The way I see it, in a straight line panic/emergency braking situation, they are all capable of stopping the car at the limits of the tires. All of them are capable of producing enough bite to lock the wheels at any time, which means the difference in stopping distance comes down to the driver. I can see the difference in feel making it easier to threshold brake in a non-ABS car, but I can't see it stopping you quicker.

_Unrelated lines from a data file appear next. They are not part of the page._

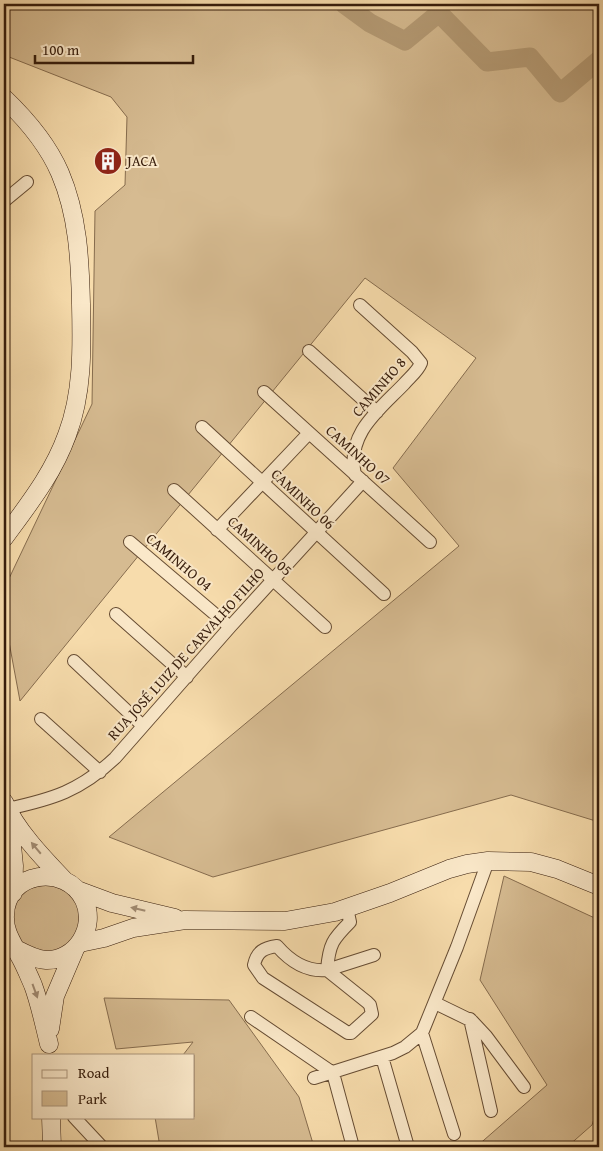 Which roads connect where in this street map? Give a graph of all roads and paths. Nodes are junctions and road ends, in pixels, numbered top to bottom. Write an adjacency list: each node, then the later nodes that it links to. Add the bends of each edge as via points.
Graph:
1 (4, 98): 15 (main road, via 52,156 68,194 79,257 82,345 78,390 68,434 48,476)
2 (27, 182): 3 (street)
3 (4, 201)
4 (360, 305): 7 (street, CAMINHO 8, via 420,361 420,365)
5 (309, 351): 7 (street)
6 (264, 392): 9 (street, CAMINHO 07)
7 (377, 412): 10 (street, CAMINHO 8, via 355,444 353,464)
8 (202, 427): 11 (street, CAMINHO 06)
9 (309, 433): 10 (street, CAMINHO 07); 11 (street)
10 (359, 478): 14 (street, RUA JOSÉ LUIZ DE CARVALHO FILHO); 17 (street, CAMINHO 07)
11 (262, 483): 13 (street); 14 (street, CAMINHO 06)
12 (174, 490): 13 (street, CAMINHO 05)
13 (217, 530): 18 (street, CAMINHO 05)
14 (316, 533): 18 (street, RUA JOSÉ LUIZ DE CARVALHO FILHO); 19 (street, CAMINHO 06)
15 (4, 538)
16 (130, 542): 21 (street, CAMINHO 04)
17 (430, 542)
18 (273, 580): 21 (street, RUA JOSÉ LUIZ DE CARVALHO FILHO); 22 (street, CAMINHO 05)
19 (384, 594)
20 (116, 614): 24 (street)
21 (230, 626): 24 (street, RUA JOSÉ LUIZ DE CARVALHO FILHO)
22 (325, 627)
23 (74, 661): 26 (street)
24 (187, 677): 26 (street, RUA JOSÉ LUIZ DE CARVALHO FILHO)
25 (41, 719): 27 (street)
26 (143, 726): 27 (street, RUA JOSÉ LUIZ DE CARVALHO FILHO)
27 (100, 772): 28 (street, RUA JOSÉ LUIZ DE CARVALHO FILHO, via 65,793)
28 (7, 809): 30 (main road, one-way to 28); 32 (main road, via 14,866)
29 (488, 861): 31 (main road, via 531,862); 33 (main road, via 449,869); 39 (street)
30 (71, 885): 32 (main road, via 53,876 42,876 26,882); 34 (main road, one-way to 30, via 112,903); 36 (main road, via 85,902 88,916 87,930)
31 (599, 886)
32 (8, 897): 35 (main road, via 5,913)
33 (347, 908): 34 (main road, via 285,921); 38 (street, via 350,922 335,937 328,952)
34 (185, 920): 36 (main road, via 133,928)
35 (9, 945): 36 (main road, via 45,960 61,957); 43 (main road, one-way to 43, via 20,956 33,987)
36 (77, 946): 43 (main road, via 55,996)
37 (374, 955): 38 (street)
38 (327, 970): 38 (street, via 302,966 277,946 264,948 254,965 264,978 351,1033 372,1014 370,1005)
39 (435, 1003): 41 (street); 42 (street)
40 (251, 1017): 45 (street)
41 (470, 1019): 47 (street); 48 (street)
42 (422, 1033): 44 (street, via 406,1047); 51 (street)
43 (49, 1049)
44 (382, 1057): 45 (street); 55 (street)
45 (333, 1073): 46 (street); 54 (street)
46 (314, 1078)
47 (524, 1087)
48 (492, 1111)
49 (51, 1118): 52 (main road)
50 (75, 1118): 53 (street)
51 (454, 1134)
52 (52, 1147)
53 (102, 1147)
54 (353, 1147)
55 (408, 1147)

I can't say I've ever been on the street in my daily driver and tried to lock my wheels at 60mph to prove that my OEM pads can do it, but if you have, or can explain why my thoughts are off the mark I'd appreciate it.
Dave
The way I see it, in a straight line panic/emergency braking situation, they are all capable of stopping the car at the limits of the tires. All of them are capable of producing enough bite to lock the wheels at any time, which means the difference in stopping distance comes down to the driver. I can see the difference in feel making it easier to threshold brake in a non-ABS car, but I can't see it stopping you quicker.
I can't say I've ever been on the street in my daily driver and tried to lock my wheels at 60mph to prove that my OEM pads can do it, but if you have, or can explain why my thoughts are off the mark I'd appreciate it.
Dave
#2
Are we there yet?
iTrader: (8)
Most oem pads are quality parts. The cheap parts store pads are crap due to most them being glued together. When these cheap pads heat up the glue is released causing your rotors and pads to glaze. This process allows your brake components to overheat very quickly and you will lose quite a bit of your braking ability.
Your OEM and high end pads are press bonded instead of being glued. This method is far superior than the gluing method. These pads are also composed of higher grade materials that disapate heat better. This allows for much better braking even after the components are hot. You will experience signiicantley less brake fade and also more initial braking force with high end or oem pads.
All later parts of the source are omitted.